How Pharmacy Management Can Help ASCs Succeed

The director of pharmacy at St. David’s spoke about how pharmacy management can help lead ambulatory surgery centers to success. 

Pharmacy management is a key component to ambulatory surgery centers. It offers centers a guide on realistic ways to comply with regulations and helps improve efficiency with medication processes. That efficiency gives nurses more time at the patient’s bedside to give them the high-quality care they deserve. Amy Jones of Jones Premier Pharmacy Consulting and the director of pharmacy at St. David's South Austin Medical Center spoke to TASCS members about how pharmacy management can improve multimodal pain management, infection prevention, and patient satisfaction.

The pain experience for patients is complex, Jones said, and so surgery centers need to incorporate multiple pathways to relieve pain. ASCs should consider pharmaceutical, non-pharmaceutical, and even environmental methods, such as dimming lights to help make patients more comfortable.

preoperative multi modal pain management

“The most common reason for new opioid prescriptions is acute postoperative pain,” Jones said. By addressing pain through different pathways from the preoperative side to postoperative, ASCs can work to change the culture around pain management and improve the use of opioid analgesics. Jones also suggested multimodal pain management dosages, such as acetaminophen, due to the evidence showing it to be a reliable method that can be used around the clock to help deter pain without the use of opioids.

post-op pain management

By focusing on infection prevention, centers can also help relieve the pain and discomfort patients could potentially feel after surgery. Infection prevention begins even before the patient comes in. though, Jones explained. The patient should maintain proper hygiene in the days leading up to the surgery and utilize antiseptic wipes the day before surgery to help further disinfect. Preoperative antibiotics should then be administered within 60 minutes of the patient’s surgery, and longer surgeries will need re-dosages if their antibiotics have a shorter half-life.

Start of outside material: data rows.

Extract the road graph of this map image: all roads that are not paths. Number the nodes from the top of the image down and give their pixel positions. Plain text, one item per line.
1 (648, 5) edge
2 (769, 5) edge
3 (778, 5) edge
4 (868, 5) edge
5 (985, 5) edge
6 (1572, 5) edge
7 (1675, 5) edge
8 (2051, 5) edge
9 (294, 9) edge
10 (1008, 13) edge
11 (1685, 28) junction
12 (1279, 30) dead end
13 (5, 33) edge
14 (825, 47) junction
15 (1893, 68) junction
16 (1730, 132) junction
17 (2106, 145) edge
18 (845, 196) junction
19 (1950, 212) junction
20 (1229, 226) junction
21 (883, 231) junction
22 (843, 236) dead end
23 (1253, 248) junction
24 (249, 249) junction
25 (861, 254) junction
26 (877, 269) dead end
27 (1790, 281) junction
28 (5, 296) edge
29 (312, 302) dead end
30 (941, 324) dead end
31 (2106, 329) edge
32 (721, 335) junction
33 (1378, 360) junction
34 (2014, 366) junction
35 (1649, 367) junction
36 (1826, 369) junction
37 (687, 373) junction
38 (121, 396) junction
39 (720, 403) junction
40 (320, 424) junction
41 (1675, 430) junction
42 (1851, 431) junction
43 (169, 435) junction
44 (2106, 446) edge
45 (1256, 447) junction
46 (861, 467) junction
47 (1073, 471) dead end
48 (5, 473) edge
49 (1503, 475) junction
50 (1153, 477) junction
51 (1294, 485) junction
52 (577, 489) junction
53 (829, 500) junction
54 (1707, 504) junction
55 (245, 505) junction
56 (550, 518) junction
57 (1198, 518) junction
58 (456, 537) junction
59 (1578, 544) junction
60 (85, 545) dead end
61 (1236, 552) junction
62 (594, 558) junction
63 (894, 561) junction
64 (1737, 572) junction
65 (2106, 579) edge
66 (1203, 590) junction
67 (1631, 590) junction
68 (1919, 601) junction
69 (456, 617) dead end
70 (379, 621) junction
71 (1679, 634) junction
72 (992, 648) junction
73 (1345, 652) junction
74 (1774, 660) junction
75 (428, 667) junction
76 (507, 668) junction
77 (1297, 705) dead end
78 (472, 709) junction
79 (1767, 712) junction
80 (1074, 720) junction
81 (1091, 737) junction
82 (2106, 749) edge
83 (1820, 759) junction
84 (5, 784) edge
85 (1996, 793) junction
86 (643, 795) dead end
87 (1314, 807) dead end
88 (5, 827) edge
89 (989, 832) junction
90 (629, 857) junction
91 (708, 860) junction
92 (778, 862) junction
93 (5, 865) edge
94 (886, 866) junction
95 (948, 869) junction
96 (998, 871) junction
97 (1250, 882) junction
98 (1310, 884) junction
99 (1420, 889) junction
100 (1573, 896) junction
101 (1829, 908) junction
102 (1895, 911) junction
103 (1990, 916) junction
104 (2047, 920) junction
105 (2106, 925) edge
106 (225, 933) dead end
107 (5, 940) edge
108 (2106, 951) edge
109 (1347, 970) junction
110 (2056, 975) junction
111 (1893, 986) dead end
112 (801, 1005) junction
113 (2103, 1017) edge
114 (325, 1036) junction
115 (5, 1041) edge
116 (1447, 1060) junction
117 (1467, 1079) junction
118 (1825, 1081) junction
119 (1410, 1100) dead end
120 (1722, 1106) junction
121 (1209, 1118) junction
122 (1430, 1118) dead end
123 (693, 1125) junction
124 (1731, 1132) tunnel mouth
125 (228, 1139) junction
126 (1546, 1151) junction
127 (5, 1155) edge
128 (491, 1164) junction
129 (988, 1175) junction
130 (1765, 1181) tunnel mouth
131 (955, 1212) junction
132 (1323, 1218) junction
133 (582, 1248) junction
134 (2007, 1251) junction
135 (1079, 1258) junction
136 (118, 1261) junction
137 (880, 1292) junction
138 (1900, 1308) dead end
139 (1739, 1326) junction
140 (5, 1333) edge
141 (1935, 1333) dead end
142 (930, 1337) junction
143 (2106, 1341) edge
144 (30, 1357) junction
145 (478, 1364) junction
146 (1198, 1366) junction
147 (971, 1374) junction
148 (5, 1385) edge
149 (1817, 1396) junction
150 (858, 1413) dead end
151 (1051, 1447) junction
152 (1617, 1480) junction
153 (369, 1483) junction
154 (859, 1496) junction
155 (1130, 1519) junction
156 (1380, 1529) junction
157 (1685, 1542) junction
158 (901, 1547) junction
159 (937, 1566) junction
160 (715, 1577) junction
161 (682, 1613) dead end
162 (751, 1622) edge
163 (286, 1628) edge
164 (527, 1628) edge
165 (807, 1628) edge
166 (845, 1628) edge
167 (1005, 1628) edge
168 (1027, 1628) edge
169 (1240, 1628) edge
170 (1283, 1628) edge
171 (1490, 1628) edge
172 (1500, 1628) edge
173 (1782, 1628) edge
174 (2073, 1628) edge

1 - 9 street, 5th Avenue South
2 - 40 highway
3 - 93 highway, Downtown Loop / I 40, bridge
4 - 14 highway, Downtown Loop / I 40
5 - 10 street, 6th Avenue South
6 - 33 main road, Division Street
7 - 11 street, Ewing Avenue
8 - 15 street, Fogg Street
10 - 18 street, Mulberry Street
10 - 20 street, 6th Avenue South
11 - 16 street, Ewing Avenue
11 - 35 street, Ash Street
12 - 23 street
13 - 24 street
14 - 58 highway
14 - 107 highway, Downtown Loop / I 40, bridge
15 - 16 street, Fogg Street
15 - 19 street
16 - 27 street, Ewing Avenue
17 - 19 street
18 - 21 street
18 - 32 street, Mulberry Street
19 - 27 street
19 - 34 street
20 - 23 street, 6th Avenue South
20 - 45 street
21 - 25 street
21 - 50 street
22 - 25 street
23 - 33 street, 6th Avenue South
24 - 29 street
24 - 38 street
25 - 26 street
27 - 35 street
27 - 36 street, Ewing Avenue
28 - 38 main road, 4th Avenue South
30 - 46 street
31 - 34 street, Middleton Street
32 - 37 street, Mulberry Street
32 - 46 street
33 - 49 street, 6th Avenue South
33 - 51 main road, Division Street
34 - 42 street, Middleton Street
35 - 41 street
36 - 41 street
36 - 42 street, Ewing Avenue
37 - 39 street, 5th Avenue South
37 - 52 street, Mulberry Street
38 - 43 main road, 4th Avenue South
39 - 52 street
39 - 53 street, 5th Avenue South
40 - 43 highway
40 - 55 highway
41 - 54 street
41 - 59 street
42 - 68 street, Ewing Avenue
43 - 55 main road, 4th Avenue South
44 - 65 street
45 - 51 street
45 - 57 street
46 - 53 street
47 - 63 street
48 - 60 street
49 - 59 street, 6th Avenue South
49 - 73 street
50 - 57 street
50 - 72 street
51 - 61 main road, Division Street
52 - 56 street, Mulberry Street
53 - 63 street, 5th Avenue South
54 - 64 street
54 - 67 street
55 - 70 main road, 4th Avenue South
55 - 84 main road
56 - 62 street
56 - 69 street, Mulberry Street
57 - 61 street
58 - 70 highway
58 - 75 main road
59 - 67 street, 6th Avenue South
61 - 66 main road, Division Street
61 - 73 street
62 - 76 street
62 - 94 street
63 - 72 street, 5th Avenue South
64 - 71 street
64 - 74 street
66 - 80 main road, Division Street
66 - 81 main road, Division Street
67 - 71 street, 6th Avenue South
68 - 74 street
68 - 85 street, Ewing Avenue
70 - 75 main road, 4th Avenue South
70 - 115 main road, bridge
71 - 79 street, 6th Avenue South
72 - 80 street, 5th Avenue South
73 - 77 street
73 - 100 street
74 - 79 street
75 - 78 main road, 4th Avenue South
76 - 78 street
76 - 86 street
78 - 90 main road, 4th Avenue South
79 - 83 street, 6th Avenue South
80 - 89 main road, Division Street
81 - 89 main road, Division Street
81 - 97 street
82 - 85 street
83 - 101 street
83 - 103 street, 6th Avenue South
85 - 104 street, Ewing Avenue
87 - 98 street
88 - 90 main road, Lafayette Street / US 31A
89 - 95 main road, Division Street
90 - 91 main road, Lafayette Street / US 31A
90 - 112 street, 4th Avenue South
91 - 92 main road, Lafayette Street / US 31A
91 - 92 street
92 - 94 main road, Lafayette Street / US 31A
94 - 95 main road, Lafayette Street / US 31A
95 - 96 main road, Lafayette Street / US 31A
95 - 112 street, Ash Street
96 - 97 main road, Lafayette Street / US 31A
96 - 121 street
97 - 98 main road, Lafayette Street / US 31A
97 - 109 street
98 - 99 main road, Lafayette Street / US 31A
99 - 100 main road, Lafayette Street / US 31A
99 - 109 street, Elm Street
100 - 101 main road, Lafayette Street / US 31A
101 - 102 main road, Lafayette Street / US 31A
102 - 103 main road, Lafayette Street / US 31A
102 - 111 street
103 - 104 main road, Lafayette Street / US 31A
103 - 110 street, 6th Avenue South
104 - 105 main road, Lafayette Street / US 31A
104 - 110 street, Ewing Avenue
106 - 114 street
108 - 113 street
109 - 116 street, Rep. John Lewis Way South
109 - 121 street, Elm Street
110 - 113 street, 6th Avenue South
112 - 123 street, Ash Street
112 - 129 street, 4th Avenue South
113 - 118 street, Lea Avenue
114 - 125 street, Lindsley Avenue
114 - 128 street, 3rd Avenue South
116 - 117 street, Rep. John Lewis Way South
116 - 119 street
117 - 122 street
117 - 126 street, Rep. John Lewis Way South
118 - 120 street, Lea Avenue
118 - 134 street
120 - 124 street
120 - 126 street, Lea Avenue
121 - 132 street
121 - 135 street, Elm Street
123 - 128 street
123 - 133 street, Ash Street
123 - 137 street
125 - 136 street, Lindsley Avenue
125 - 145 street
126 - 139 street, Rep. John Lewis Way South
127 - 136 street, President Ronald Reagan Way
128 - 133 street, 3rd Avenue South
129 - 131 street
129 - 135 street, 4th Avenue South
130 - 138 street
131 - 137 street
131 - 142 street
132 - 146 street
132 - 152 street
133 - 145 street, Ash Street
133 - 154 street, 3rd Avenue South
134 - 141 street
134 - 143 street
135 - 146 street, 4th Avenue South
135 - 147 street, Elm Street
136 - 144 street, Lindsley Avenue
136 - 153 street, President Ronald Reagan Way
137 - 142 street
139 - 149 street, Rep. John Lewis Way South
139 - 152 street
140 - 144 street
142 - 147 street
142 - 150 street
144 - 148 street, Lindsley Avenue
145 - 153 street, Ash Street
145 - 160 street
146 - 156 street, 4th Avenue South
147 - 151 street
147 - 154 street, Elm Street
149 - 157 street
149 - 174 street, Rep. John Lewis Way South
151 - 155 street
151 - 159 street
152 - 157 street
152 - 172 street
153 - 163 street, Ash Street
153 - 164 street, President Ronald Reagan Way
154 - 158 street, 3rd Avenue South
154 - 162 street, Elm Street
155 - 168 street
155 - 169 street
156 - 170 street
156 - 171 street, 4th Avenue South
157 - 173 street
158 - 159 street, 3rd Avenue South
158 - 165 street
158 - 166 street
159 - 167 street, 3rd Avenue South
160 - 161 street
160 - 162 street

Jones developed a chart with other pharmacists of recommended dosages during pre-op and intraoperative times.

recommended dosages during pre-op and intraoperative times

When infections do occur, Jones recommended that a multi-disciplinary team work together to review the surgical site infection in order to get multiple perspectives as to why it occurred and what can be done in the future to help prevent another infection. Having a preoperative and intraoperative checklist helps reduce infection rates and helps maintain consistency for each surgery.

As a final tip for TASCS members, Jones suggested having a mock walk-through to give staff members the ability to see the way a patient goes through the ASC and important touch points where satisfaction can be improved. From the reception desk to the paperwork, staff should make sure they have a well-rounded perspective on the patient’s journey. Beyond that, they should be able to explain the pre-op to post-op process, as well as all medications and potential side effects. Jones added that involving the family in the discussion, if it’s applicable, is a beneficial way to make sure patients are getting the support they need, both inside and outside of the surgery center.